§ **Requirement**:
Search the data for "Akright". Return each matching line.
Given data START
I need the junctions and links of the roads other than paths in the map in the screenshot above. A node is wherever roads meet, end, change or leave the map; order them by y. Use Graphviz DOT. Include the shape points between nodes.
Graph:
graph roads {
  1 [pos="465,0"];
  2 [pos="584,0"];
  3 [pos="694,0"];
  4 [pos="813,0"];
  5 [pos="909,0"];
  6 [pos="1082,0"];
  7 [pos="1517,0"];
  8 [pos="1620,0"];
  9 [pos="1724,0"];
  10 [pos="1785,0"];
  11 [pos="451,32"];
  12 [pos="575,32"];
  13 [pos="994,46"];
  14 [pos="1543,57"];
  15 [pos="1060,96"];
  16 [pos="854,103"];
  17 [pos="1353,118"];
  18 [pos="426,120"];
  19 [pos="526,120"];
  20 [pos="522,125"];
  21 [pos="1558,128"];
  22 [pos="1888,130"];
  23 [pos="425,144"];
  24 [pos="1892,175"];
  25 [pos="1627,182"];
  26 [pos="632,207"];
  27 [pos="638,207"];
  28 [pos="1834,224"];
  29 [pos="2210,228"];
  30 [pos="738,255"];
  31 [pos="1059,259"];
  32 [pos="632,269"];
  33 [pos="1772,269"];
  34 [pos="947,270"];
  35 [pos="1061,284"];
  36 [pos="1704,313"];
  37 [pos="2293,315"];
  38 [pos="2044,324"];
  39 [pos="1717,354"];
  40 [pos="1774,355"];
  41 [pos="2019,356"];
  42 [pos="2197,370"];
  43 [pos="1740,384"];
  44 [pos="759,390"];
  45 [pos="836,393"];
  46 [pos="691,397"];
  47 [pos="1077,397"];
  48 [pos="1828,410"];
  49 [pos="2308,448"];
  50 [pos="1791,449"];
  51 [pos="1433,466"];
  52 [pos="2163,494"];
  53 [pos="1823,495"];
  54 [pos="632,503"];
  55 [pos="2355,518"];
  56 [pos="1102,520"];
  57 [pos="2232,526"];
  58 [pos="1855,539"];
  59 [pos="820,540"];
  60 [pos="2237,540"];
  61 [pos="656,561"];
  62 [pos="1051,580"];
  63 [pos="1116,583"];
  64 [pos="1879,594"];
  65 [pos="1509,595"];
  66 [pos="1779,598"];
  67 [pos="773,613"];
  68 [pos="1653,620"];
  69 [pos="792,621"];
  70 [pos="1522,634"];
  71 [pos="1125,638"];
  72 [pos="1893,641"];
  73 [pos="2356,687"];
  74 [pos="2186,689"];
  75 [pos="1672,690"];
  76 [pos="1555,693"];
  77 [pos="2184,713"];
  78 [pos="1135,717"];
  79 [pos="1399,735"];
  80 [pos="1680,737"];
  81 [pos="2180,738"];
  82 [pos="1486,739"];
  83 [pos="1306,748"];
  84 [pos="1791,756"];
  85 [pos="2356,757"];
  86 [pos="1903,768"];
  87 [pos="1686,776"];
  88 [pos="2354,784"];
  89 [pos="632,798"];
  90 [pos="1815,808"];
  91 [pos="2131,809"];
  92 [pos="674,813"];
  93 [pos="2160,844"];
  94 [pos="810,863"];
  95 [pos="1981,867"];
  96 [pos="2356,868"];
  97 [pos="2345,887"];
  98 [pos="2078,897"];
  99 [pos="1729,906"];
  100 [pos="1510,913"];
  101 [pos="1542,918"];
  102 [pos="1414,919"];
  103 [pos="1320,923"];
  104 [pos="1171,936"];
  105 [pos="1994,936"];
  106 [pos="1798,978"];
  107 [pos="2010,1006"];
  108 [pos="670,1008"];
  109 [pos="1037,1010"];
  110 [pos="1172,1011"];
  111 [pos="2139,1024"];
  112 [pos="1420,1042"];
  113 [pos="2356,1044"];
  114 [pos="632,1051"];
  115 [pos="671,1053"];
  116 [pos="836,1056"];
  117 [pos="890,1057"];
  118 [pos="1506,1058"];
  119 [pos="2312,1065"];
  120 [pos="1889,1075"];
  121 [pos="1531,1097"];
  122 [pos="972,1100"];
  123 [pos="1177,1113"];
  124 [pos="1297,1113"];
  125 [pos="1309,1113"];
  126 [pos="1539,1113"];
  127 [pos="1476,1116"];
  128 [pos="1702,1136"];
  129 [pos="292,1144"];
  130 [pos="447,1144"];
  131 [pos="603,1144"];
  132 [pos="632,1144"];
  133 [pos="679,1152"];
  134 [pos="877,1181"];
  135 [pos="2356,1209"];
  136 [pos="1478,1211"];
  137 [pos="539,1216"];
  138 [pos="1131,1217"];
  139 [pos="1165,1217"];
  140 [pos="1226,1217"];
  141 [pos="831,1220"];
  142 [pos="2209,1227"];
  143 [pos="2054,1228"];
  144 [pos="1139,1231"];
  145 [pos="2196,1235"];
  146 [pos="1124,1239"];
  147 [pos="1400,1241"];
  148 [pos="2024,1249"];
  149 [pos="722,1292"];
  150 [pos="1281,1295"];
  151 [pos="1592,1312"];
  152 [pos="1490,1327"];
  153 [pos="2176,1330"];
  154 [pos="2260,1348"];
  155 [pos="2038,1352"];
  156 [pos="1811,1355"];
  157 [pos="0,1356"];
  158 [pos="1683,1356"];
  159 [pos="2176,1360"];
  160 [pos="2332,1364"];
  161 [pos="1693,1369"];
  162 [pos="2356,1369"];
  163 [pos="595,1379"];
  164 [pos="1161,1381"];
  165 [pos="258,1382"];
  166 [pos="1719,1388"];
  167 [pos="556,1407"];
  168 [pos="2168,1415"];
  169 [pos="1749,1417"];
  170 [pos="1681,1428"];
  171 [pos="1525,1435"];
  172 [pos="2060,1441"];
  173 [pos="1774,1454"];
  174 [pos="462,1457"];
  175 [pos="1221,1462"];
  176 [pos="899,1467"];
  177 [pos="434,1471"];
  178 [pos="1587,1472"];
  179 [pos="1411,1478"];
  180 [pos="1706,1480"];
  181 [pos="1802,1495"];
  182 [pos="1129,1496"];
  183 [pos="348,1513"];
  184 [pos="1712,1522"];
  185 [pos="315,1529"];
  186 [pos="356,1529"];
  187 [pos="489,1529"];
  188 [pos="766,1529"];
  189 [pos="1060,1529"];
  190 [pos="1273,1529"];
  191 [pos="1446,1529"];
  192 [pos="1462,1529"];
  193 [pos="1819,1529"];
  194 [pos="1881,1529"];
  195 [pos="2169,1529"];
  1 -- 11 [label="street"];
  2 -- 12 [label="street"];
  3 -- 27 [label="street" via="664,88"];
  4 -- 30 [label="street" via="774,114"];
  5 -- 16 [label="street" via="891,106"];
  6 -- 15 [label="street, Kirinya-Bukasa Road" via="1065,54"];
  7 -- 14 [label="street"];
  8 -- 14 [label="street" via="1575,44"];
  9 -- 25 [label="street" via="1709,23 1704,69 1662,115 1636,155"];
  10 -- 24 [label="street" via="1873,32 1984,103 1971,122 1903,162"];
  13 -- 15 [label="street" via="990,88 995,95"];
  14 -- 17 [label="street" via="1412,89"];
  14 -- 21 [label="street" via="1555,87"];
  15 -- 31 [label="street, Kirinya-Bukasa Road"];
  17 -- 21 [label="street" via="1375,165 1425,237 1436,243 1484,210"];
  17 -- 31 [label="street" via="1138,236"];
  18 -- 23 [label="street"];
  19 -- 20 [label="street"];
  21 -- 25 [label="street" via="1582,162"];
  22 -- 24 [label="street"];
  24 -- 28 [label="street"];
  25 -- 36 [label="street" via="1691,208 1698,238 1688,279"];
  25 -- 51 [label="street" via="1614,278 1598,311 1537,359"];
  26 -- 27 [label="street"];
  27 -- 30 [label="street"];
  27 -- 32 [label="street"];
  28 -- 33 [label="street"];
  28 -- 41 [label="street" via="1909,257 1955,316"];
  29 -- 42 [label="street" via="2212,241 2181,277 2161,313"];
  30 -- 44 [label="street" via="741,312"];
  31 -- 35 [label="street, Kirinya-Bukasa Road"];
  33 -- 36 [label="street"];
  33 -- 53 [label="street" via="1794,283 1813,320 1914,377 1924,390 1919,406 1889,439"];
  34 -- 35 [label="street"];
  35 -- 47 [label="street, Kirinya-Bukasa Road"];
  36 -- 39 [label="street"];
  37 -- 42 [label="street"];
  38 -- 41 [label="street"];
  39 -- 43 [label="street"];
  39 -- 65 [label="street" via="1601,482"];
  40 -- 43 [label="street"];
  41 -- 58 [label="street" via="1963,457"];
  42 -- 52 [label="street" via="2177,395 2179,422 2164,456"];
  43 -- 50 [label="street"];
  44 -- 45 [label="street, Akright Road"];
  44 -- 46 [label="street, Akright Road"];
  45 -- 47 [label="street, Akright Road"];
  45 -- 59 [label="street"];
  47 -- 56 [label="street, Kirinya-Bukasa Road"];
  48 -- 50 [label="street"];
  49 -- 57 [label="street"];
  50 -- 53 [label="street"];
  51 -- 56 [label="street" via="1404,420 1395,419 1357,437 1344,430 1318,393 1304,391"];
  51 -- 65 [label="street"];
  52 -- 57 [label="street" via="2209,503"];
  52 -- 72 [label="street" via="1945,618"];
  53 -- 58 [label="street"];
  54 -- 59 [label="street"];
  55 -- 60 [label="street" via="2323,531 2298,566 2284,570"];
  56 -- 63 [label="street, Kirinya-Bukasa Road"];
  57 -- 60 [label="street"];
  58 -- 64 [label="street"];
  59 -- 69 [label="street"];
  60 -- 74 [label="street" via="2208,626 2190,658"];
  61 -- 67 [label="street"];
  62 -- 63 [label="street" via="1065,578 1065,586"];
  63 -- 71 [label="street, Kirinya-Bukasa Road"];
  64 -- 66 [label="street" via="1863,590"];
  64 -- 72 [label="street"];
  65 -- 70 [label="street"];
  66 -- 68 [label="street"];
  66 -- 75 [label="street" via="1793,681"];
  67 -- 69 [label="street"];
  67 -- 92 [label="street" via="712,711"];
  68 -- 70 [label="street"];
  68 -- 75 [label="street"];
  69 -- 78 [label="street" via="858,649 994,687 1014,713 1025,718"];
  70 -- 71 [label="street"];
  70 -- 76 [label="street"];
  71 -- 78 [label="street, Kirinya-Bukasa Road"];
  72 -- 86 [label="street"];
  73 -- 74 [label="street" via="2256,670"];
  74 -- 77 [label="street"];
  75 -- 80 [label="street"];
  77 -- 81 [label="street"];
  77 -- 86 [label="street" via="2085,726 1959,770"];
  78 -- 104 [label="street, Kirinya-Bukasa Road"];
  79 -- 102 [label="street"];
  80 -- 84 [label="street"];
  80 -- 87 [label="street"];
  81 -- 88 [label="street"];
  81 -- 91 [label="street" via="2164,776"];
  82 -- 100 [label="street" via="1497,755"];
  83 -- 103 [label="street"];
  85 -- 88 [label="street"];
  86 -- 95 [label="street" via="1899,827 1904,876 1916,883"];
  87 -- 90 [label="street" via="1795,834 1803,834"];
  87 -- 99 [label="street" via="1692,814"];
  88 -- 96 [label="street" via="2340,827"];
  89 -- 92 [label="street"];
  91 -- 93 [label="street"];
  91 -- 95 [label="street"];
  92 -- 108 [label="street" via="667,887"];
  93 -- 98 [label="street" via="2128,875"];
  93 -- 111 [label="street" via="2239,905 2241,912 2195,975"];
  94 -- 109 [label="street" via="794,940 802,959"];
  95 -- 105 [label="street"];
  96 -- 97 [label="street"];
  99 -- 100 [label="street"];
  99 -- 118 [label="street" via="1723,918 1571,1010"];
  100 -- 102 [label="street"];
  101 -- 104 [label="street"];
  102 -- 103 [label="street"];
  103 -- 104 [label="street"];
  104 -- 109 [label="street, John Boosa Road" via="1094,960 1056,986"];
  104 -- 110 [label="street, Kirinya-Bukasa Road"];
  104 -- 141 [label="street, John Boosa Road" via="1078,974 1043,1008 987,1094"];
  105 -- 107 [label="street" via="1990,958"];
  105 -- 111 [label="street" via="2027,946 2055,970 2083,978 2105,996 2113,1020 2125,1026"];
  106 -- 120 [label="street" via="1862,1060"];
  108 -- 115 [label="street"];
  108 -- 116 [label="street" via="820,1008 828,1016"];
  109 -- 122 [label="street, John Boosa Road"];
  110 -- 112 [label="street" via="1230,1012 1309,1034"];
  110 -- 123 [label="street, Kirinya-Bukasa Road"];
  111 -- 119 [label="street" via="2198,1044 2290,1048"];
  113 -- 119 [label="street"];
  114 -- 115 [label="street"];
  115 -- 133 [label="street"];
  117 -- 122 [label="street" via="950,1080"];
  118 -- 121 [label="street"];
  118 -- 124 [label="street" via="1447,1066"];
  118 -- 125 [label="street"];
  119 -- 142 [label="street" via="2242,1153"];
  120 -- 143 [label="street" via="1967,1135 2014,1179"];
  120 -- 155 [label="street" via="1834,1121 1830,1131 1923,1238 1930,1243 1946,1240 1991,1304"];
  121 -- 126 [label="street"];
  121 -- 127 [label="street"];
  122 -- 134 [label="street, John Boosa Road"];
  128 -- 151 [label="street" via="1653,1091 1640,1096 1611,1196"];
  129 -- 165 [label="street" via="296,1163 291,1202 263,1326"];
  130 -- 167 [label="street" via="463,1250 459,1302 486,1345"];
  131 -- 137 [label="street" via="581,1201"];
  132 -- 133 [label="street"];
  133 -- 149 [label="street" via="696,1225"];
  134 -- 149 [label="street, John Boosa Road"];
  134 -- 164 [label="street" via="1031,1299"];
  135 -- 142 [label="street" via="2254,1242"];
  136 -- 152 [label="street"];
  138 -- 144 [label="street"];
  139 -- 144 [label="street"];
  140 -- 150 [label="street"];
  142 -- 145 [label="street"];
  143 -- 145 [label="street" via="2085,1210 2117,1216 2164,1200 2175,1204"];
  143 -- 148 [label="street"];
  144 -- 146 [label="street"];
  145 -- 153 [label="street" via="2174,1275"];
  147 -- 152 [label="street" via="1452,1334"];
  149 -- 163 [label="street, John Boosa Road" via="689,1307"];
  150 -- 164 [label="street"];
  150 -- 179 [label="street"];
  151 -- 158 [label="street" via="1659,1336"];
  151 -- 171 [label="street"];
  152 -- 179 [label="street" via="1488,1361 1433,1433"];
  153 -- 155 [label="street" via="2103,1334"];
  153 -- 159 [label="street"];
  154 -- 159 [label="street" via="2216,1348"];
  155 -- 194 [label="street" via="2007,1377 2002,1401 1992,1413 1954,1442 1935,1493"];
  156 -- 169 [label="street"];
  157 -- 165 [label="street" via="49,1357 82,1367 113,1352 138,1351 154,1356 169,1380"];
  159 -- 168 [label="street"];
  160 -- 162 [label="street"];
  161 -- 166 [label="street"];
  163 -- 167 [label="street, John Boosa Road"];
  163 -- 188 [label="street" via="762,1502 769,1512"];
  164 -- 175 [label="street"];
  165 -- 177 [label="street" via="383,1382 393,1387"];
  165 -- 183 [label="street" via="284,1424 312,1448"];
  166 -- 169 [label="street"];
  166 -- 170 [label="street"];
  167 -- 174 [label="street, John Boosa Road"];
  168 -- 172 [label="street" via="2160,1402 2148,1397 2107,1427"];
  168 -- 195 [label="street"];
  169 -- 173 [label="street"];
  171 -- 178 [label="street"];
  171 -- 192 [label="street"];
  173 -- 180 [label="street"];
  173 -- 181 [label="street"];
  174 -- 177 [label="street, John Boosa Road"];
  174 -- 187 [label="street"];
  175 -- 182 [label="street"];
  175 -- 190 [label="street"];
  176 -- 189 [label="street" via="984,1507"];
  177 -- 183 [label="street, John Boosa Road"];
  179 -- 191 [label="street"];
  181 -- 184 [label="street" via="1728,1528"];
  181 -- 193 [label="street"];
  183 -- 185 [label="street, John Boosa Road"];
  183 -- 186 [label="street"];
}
Given data END
§ **Response box**:
  44 -- 45 [label="street, Akright Road"];
  44 -- 46 [label="street, Akright Road"];
  45 -- 47 [label="street, Akright Road"];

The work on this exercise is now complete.